== Data records

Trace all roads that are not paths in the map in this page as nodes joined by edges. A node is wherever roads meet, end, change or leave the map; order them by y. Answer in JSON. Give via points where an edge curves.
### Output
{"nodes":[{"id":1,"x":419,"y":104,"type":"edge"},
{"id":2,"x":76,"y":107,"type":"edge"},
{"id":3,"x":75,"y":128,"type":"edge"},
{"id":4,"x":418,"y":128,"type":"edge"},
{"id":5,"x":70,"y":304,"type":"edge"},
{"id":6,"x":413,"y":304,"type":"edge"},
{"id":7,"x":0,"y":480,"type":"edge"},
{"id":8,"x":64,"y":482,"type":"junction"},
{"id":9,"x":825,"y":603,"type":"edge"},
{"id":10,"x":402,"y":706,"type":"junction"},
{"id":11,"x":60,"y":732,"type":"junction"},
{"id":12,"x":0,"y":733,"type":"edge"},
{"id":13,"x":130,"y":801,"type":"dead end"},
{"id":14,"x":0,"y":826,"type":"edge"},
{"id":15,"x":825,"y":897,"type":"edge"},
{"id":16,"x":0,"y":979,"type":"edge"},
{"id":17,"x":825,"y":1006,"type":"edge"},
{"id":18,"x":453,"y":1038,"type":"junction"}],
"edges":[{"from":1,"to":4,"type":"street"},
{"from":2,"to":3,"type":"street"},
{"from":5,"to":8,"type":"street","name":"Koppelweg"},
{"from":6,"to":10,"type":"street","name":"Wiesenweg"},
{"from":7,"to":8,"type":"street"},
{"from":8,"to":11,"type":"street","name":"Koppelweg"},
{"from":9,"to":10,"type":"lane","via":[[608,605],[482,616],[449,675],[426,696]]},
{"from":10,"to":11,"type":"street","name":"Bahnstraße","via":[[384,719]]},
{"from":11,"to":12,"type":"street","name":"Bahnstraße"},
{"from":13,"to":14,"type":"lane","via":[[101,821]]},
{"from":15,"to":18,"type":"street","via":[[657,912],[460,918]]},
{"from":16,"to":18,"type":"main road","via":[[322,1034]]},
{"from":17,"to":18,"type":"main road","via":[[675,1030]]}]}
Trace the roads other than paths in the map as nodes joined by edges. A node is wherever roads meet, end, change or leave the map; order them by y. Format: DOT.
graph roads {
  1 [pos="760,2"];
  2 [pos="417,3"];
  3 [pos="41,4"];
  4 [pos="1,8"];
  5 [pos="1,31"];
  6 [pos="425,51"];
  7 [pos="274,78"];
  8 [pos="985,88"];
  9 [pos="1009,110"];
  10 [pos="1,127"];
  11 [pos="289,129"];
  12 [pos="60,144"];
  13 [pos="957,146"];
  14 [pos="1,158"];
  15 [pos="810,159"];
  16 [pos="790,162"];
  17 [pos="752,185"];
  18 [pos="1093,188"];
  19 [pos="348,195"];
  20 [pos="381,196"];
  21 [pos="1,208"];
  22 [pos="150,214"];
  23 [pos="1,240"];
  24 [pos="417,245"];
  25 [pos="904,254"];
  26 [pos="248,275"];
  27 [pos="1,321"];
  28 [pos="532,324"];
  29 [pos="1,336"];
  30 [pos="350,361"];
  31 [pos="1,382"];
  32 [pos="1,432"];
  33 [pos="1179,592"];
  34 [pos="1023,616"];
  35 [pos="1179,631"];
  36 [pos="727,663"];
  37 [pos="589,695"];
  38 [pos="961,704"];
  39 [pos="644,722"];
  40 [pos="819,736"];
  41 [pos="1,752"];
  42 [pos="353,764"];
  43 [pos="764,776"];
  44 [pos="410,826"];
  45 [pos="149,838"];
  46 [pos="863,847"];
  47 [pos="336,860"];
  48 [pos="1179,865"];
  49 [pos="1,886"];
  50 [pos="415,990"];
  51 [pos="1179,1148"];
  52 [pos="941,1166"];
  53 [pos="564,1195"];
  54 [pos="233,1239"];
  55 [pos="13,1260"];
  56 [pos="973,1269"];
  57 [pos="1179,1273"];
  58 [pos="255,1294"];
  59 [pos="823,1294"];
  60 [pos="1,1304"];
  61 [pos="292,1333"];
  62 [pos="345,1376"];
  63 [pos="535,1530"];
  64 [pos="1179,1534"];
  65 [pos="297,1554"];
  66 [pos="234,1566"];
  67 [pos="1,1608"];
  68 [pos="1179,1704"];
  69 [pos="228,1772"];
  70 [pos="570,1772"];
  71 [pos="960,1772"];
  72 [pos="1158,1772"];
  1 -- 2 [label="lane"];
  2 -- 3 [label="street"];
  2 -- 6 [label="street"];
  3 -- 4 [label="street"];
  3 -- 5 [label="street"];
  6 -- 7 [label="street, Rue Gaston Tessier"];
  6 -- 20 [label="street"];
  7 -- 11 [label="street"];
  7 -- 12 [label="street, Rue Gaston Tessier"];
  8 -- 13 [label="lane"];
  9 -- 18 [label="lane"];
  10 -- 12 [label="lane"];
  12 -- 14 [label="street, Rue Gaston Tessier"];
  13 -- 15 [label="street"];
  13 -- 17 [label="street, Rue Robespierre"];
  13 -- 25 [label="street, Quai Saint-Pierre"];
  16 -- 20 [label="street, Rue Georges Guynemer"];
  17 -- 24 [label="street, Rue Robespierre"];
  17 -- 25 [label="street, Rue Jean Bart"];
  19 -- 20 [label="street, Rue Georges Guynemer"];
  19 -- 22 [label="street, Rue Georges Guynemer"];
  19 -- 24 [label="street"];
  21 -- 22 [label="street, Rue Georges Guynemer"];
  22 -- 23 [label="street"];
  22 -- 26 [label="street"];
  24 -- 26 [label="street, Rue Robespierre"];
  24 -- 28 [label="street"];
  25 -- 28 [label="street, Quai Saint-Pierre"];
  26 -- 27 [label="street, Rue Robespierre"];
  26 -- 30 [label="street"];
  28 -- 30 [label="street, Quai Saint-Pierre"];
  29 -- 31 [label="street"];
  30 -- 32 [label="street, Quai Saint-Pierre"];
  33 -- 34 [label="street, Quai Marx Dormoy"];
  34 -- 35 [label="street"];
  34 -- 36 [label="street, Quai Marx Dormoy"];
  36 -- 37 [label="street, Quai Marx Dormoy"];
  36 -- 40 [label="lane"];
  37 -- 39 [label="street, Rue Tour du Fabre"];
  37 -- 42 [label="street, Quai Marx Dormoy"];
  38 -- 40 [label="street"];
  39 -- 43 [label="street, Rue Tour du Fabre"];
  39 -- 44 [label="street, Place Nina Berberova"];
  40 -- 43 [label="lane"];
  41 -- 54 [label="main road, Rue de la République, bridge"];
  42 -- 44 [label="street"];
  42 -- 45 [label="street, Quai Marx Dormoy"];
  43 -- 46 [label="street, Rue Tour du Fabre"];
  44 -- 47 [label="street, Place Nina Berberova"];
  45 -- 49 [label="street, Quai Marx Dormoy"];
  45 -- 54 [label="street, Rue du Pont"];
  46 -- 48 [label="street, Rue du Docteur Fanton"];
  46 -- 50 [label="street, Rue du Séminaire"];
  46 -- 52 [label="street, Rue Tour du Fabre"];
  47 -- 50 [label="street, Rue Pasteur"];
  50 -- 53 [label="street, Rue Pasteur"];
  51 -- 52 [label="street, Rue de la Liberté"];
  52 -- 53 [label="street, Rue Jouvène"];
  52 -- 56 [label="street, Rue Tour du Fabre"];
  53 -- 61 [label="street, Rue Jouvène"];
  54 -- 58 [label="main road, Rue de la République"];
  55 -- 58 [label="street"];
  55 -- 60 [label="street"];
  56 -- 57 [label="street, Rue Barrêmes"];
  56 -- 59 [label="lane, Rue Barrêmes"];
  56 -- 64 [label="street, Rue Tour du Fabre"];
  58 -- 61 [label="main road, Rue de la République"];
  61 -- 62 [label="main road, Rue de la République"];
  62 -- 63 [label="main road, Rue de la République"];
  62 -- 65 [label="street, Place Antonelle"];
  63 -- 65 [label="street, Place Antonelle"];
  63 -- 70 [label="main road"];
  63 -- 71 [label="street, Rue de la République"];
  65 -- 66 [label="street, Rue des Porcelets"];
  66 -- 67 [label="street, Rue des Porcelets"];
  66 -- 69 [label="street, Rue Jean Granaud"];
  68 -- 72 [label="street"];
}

====

▶ **Work order**:
Copy every line in the data above that has the string "Bahnstraße" in it.

▶ **Solution to this problem**:
{"from":10,"to":11,"type":"street","name":"Bahnstraße","via":[[384,719]]},
{"from":11,"to":12,"type":"street","name":"Bahnstraße"},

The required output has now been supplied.